St. Henri vies with Grange for pole position on the points scale, which at 1/7 of the price is remarkable. St Henri has risen to become one of the most highly sought-after wines on release, which is not surprising given its quality. It truly does compete with Grange, but diverges stylistically, Grange embodies the masculine, while St Henri personifies more elegance and subtlety, but it retains strength, in a classical way. It depends on what mood you are in, but the price differentiation between St Henri and Grange, or the leading Northern Rhone wines for that matter such as Guigal’s La Las or Jaboulet’s La Chapelle is startling. Our release price today of £324 per case of six allows access to what we believe to be one of the world’s finest Syrah dominant wines for under £55 a bottle. In fact, we find St Henri synthesises the Old and New World, offering an almost Neolithic minerality, combined with gorgeous purity of fruit and elegance.

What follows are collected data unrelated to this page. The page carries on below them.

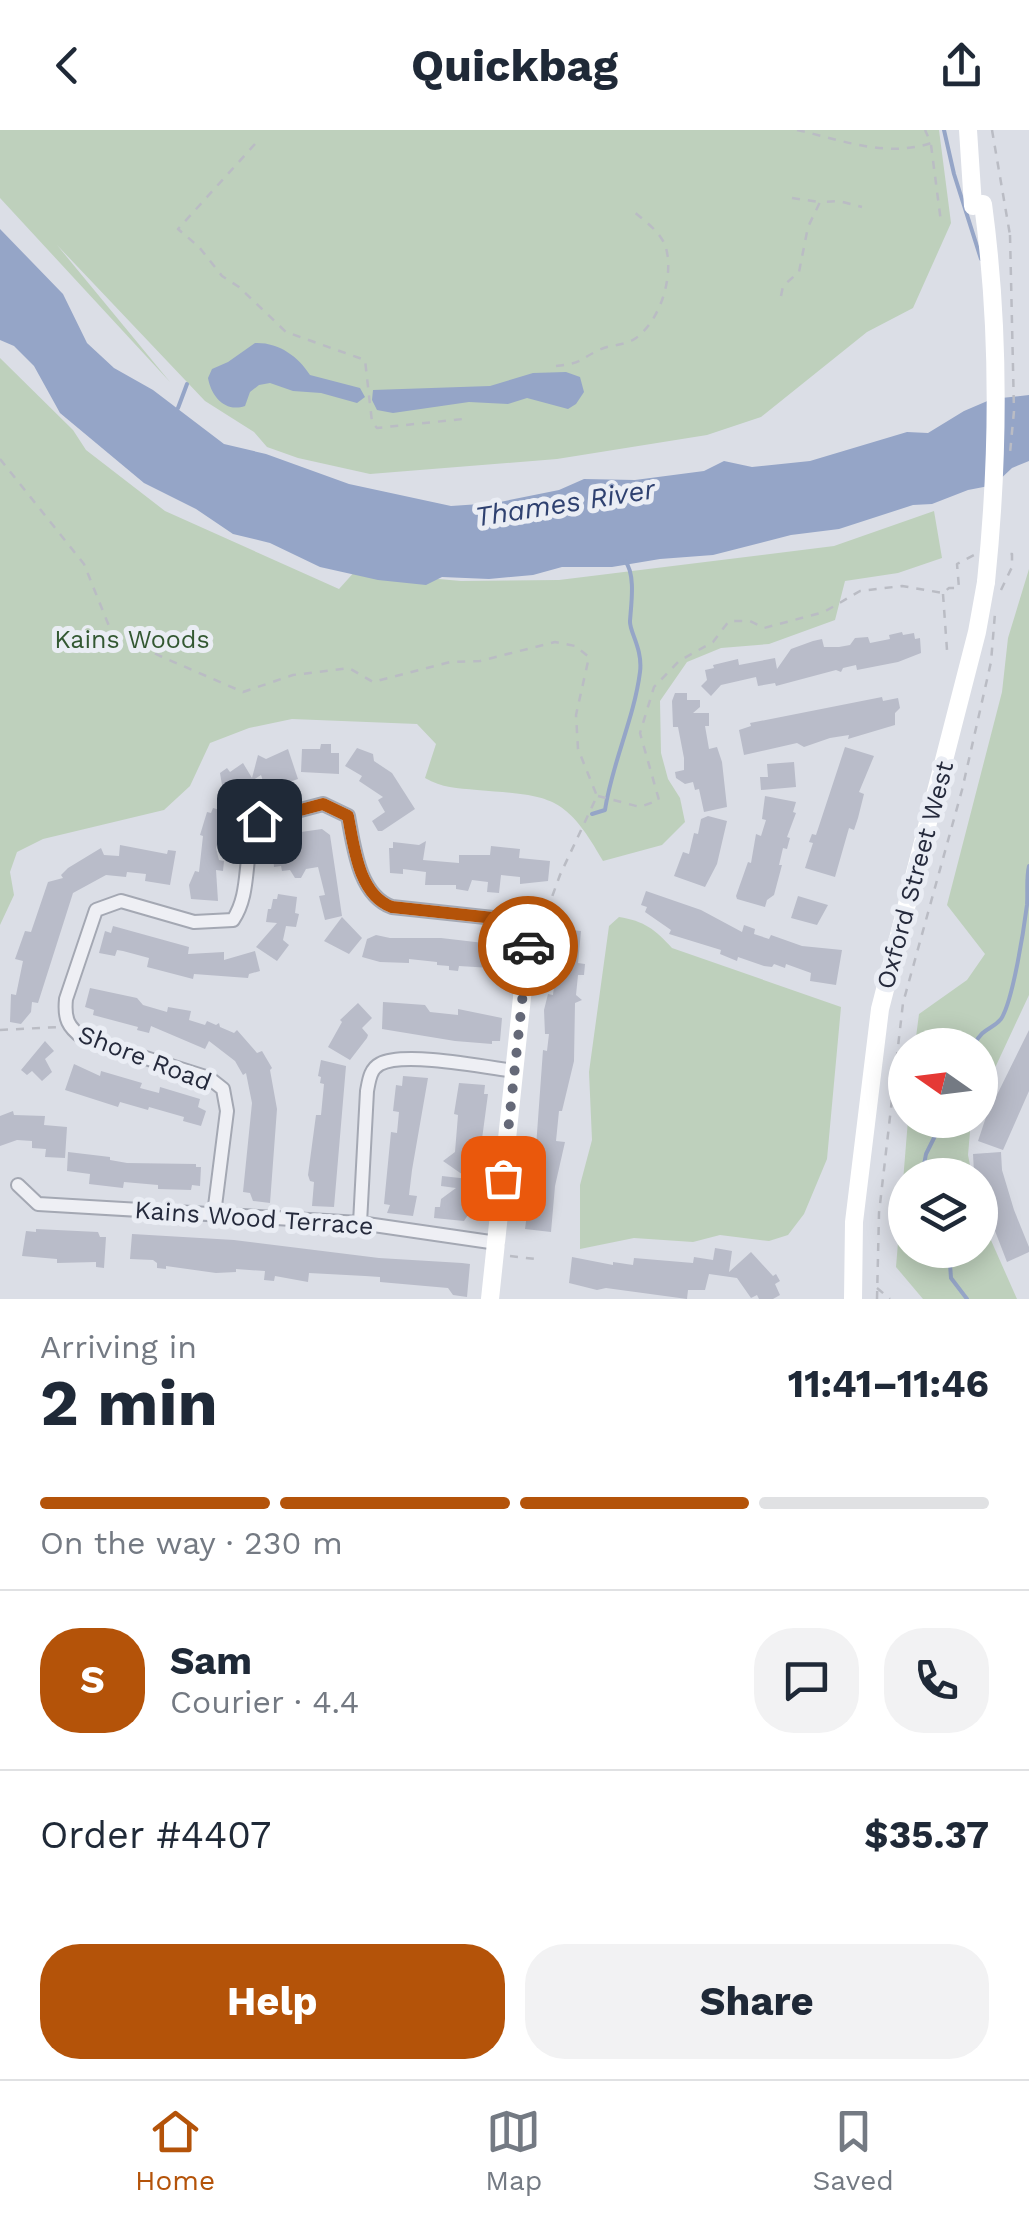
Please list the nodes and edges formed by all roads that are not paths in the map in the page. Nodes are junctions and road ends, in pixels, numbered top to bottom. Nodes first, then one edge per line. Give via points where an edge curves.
1 (968, 130) edge
2 (538, 919) joint
3 (514, 1071) junction
4 (18, 1184) dead end
5 (214, 1214) junction
6 (360, 1224) junction
7 (504, 1250) junction
8 (490, 1299) edge
9 (853, 1299) edge

1 - 9 main road, Oxford Street West via 984,327 980,581 962,692 880,1008 854,1222
2 - 3 main road
2 - 5 street, Shore Road via 378,902 366,884 348,816 323,804 259,821 250,837 243,906 234,920 194,922 120,902 96,910 66,999 69,1028 224,1089
3 - 6 street via 403,1058 376,1066 367,1091
3 - 7 main road
4 - 5 street, Kains Wood Terrace via 38,1204
5 - 6 street, Kains Wood Terrace
6 - 7 street, Kains Wood Terrace
7 - 8 main road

The history of Penfolds Grange and St Henri presents two competing styles, designed to complement each other. In the 1950s the Australian wine industry was largely trying to make dry red wine out of very raw materials, using grapes cultivated for port style wine production. Penfolds embarked on a project to create world class wines, engaging their winemakers to do something different; two winemakers broke the mould, Max Schubert and John Davoren. In 1951 Schubert created an experimental wine by bottling Shiraz after fermenting in American oak, he called it Grange Hermitage. However, at the same time Davoren was tasked with fashioning St Henri, created deliberately to challenge Penfolds Grange (then Hermitage Grange) by juxtaposing it; where Grange was viewed as polemical, St. Henri was designed to use conventional winemaking techniques. Davoren worked painstakingly throughout the 1950s and in 1957 ordained the first vintage.

Stylistically, since the 1990s, Penfolds St Henri has once again cemented itself as the highly efficacious counterpoint to Grange, a completely alternative expression of Shiraz. Unusually for Aussie Shiraz, St. Henri does not depend on new oak, being matured in old 1,460 litre vats, which encourages the wine to display the fantastic fruit concentration that is derived from the vineyard’s old vines. Shiraz makes up the lion share of St Henri, although some Cabernet Sauvignon is added to improve the structure. The wine has the potential to improve for 30 years in bottle. It is extremely complex, with high notes of eucalyptus, lavender, graphite cocoa and mint. Its layers unfold to express dried fig, mocha, coffee and delightful notes of soya sauce and sweet spice. All this is wrapped up in toast, cedar, leather, smoke and finishes with an incredible praline note.

St. Henri is incredibly age-worthy and our strong advice is to buy it every year. It will reward you in terms of investment and stunning future drinking, at a fraction of the price of Grange.